▶ _WORK ORDER_: What lines below mention the word "Right"? Copy each one.

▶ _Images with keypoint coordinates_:
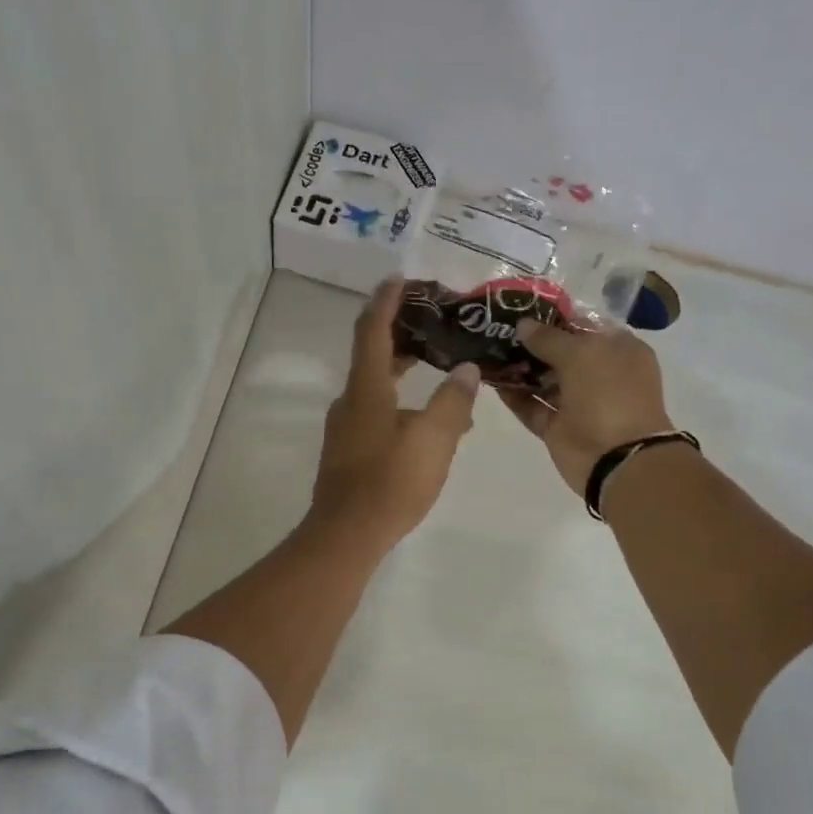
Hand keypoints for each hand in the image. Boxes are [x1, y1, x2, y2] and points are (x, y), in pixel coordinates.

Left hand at [309, 278, 482, 548]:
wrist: (347, 534)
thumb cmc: (390, 482)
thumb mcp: (433, 439)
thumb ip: (452, 401)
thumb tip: (467, 371)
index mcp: (366, 388)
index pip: (373, 330)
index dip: (387, 301)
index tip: (401, 278)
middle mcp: (350, 401)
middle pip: (373, 355)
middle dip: (402, 335)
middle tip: (434, 322)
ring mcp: (345, 428)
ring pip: (376, 387)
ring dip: (405, 372)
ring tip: (442, 371)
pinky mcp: (348, 451)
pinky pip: (376, 412)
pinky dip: (400, 402)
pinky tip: (427, 421)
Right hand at [502, 320, 675, 497]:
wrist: (616, 458)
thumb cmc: (609, 394)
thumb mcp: (582, 354)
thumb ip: (548, 338)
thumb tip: (522, 325)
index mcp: (618, 349)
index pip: (583, 324)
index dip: (554, 316)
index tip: (520, 308)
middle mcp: (599, 373)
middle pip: (560, 352)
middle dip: (531, 342)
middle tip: (496, 329)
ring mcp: (578, 403)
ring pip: (543, 380)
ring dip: (519, 368)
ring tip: (488, 351)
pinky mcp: (558, 427)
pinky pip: (532, 407)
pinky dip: (515, 396)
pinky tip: (491, 380)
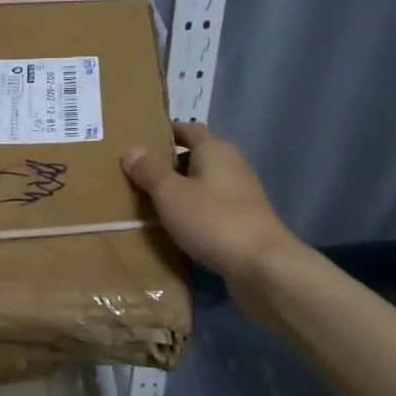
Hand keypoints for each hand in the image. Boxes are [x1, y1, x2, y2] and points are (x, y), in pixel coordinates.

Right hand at [123, 123, 300, 287]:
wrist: (262, 266)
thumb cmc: (213, 220)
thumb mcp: (171, 193)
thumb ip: (150, 170)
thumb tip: (133, 149)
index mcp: (215, 150)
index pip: (188, 129)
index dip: (165, 133)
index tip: (139, 142)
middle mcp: (231, 165)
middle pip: (195, 157)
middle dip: (167, 165)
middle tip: (135, 176)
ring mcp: (240, 195)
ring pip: (201, 185)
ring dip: (179, 191)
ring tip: (147, 203)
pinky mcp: (242, 221)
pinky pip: (210, 208)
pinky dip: (192, 212)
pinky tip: (173, 227)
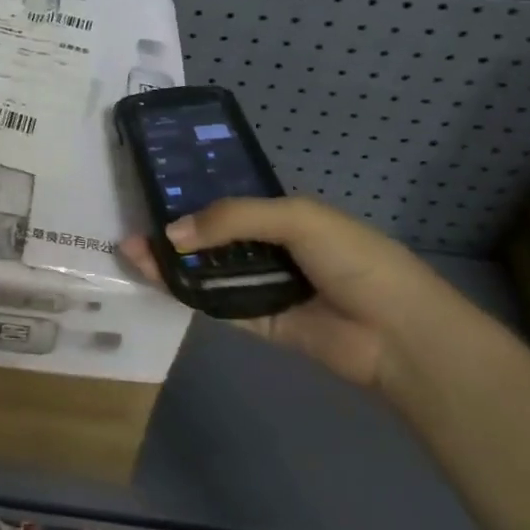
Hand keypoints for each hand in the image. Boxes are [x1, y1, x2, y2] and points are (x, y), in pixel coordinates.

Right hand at [122, 197, 467, 392]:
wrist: (398, 334)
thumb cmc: (354, 259)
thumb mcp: (296, 219)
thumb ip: (232, 219)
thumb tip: (171, 232)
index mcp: (283, 216)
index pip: (227, 203)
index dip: (191, 199)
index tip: (152, 195)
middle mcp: (269, 249)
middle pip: (210, 238)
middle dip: (172, 232)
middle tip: (131, 230)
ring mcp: (262, 286)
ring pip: (207, 271)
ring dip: (171, 262)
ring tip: (130, 252)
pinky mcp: (258, 322)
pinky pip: (215, 304)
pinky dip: (185, 292)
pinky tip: (155, 278)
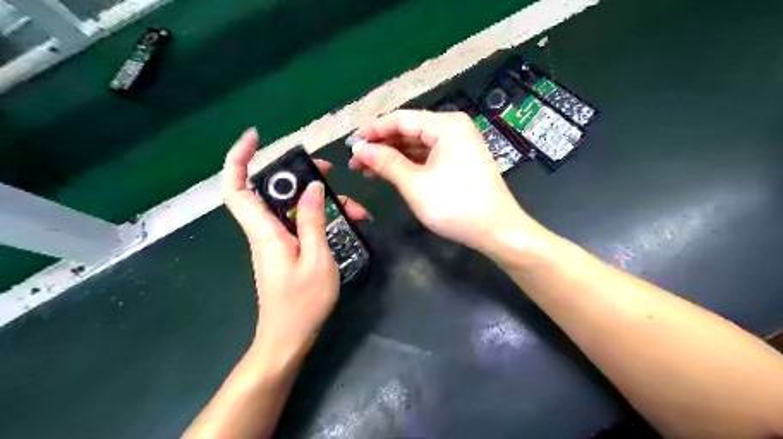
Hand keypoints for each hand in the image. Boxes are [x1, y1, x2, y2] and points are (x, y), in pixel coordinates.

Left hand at [221, 129, 369, 361]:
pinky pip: (301, 224)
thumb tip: (312, 187)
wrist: (289, 339)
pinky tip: (348, 222)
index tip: (256, 136)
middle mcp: (265, 231)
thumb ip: (312, 221)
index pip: (237, 188)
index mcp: (265, 232)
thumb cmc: (302, 303)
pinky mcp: (287, 250)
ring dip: (320, 200)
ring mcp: (276, 241)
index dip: (239, 158)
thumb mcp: (316, 259)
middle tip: (328, 169)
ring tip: (354, 206)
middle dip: (298, 174)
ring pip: (292, 207)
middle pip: (271, 190)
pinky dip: (322, 218)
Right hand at [350, 110, 527, 252]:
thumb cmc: (455, 205)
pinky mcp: (458, 160)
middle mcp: (453, 128)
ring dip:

▶ _EXERCISE SOLUTION_:
Right hand at [502, 320, 675, 497]:
Right hand at [123, 123, 300, 287]:
Right hand at [122, 197, 467, 392]:
Right hand at [350, 110, 527, 252]:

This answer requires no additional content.